Try it
Leaving out only the pictures, write out all the entries exactly.
======== Records supplied
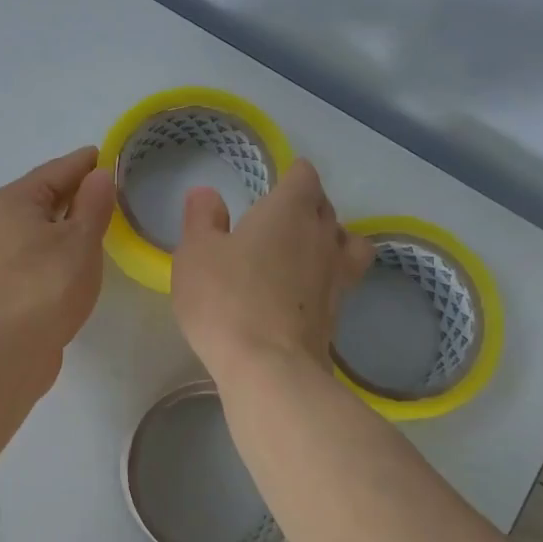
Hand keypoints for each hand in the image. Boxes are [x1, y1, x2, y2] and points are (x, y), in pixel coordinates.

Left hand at [0, 146, 115, 372]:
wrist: (6, 350)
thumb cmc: (47, 286)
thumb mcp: (80, 240)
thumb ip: (93, 204)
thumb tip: (99, 174)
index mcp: (16, 200)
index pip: (58, 169)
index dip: (86, 162)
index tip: (111, 156)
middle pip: (44, 196)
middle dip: (76, 191)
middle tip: (112, 189)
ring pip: (38, 227)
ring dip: (66, 222)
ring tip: (99, 222)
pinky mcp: (2, 285)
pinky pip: (35, 253)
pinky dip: (56, 247)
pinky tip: (75, 259)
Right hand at [171, 159, 374, 381]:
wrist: (268, 366)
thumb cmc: (225, 298)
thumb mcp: (196, 253)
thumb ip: (202, 219)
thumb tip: (207, 194)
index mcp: (289, 210)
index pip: (304, 176)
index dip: (292, 175)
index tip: (276, 184)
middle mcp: (322, 235)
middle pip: (326, 207)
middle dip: (307, 205)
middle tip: (279, 218)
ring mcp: (336, 276)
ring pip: (346, 243)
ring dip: (330, 239)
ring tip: (307, 250)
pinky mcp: (338, 312)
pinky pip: (342, 280)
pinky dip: (328, 277)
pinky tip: (307, 290)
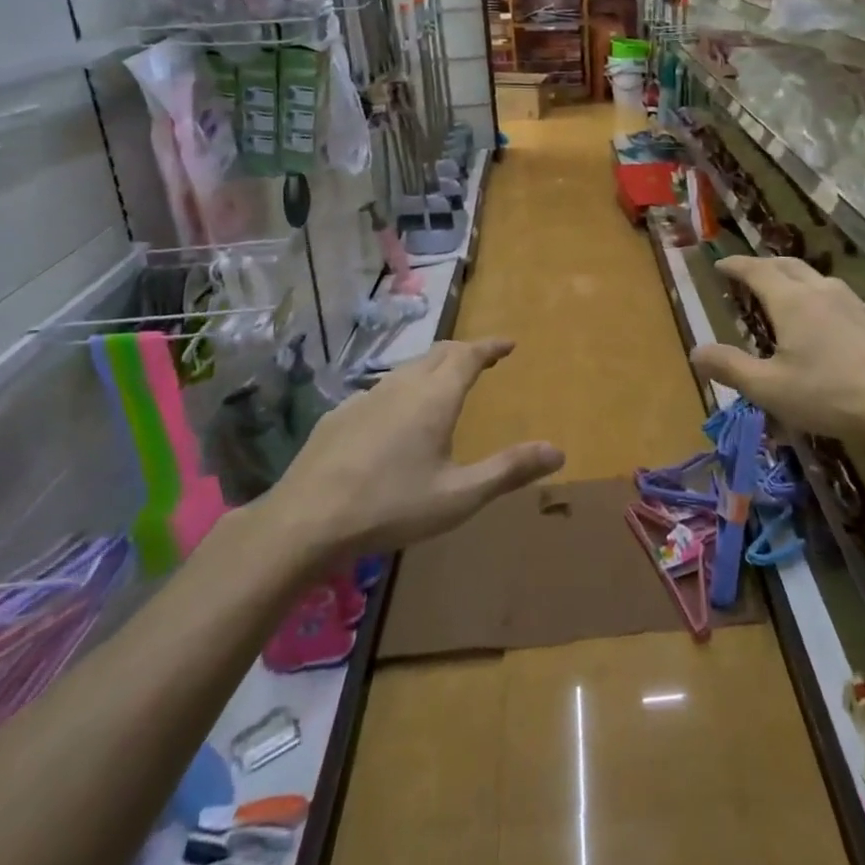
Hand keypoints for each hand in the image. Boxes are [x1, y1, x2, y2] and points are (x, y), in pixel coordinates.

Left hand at [260, 338, 564, 559]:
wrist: (306, 520)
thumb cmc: (392, 506)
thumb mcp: (460, 495)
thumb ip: (509, 470)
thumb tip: (557, 450)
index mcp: (435, 398)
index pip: (468, 356)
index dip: (490, 346)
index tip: (508, 343)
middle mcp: (401, 386)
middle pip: (438, 354)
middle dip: (464, 352)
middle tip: (483, 359)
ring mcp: (365, 397)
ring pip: (407, 370)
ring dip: (432, 368)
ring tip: (444, 382)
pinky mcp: (339, 414)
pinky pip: (380, 389)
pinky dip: (402, 389)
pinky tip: (395, 416)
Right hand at [690, 256, 864, 447]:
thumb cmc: (829, 394)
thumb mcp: (769, 388)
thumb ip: (729, 367)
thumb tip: (695, 351)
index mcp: (792, 301)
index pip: (756, 270)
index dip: (736, 265)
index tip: (720, 263)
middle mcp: (823, 292)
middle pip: (789, 266)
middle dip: (766, 265)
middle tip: (750, 272)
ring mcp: (856, 304)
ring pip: (820, 280)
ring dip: (798, 280)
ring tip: (790, 293)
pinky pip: (846, 301)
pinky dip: (828, 302)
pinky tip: (835, 321)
================
Answer
Hand keypoints for each hand in the image. Boxes are [x1, y1, x2, y2] and points are (x, y), in pixel coordinates.

Left hand at [0, 146, 115, 372]:
wrist: (6, 350)
thumb cmc: (47, 286)
thumb mcp: (80, 240)
thumb ip: (93, 204)
thumb tip: (99, 174)
index mcp: (16, 200)
index pip: (58, 169)
index dip: (86, 162)
index tip: (111, 156)
middle pip: (44, 196)
middle dip: (76, 191)
middle tip: (112, 189)
ring pip: (38, 227)
ring dip: (66, 222)
ring tip: (99, 222)
pinky mcp: (2, 285)
pinky pip: (35, 253)
pinky dip: (56, 247)
pinky tip: (75, 259)
Right hand at [171, 159, 374, 381]:
wrist: (268, 366)
thumb cmc: (225, 298)
thumb mcp: (196, 253)
thumb ip: (202, 219)
thumb tip: (207, 194)
index mcp: (289, 210)
index pip: (304, 176)
index dip: (292, 175)
index tip: (276, 184)
middle mcp: (322, 235)
middle pip: (326, 207)
middle dip: (307, 205)
middle tip: (279, 218)
ring mcp: (336, 276)
ring pip: (346, 243)
ring dip: (330, 239)
ring tip: (307, 250)
pinky mcp: (338, 312)
pinky pip: (342, 280)
pinky dip: (328, 277)
pinky tip: (307, 290)
Hand keypoints for each hand in the image. Boxes are [x1, y1, x2, y2] and points are (x, y), in pixel coordinates.

Left hand at [260, 338, 564, 559]:
wrist: (306, 520)
thumb cmc: (392, 506)
thumb mcp: (460, 495)
thumb ip: (509, 470)
thumb tip: (557, 450)
index mcp: (435, 398)
index pip: (468, 356)
index dip: (490, 346)
index tip: (508, 343)
middle mcp: (401, 386)
middle pip: (438, 354)
middle dip: (464, 352)
middle tip: (483, 359)
ring mcp: (365, 397)
ring pip: (407, 370)
ring dip: (432, 368)
ring tip: (444, 382)
pinky mcp: (339, 414)
pinky pip: (380, 389)
pinky dip: (402, 389)
pinky tip: (395, 416)
Right hand at [690, 256, 864, 447]:
thumb cmc: (829, 394)
thumb mcp: (769, 388)
thumb ip: (729, 367)
thumb tip: (695, 351)
index mcp: (792, 301)
index pip: (756, 270)
index dip: (736, 265)
index tip: (720, 263)
middle mcp: (823, 292)
middle pip: (789, 266)
middle dip: (766, 265)
middle tip: (750, 272)
ring mcp: (856, 304)
ring pip: (820, 280)
ring dip: (798, 280)
ring tip: (790, 293)
pinky pip: (846, 301)
pinky dip: (828, 302)
pinky tip: (835, 321)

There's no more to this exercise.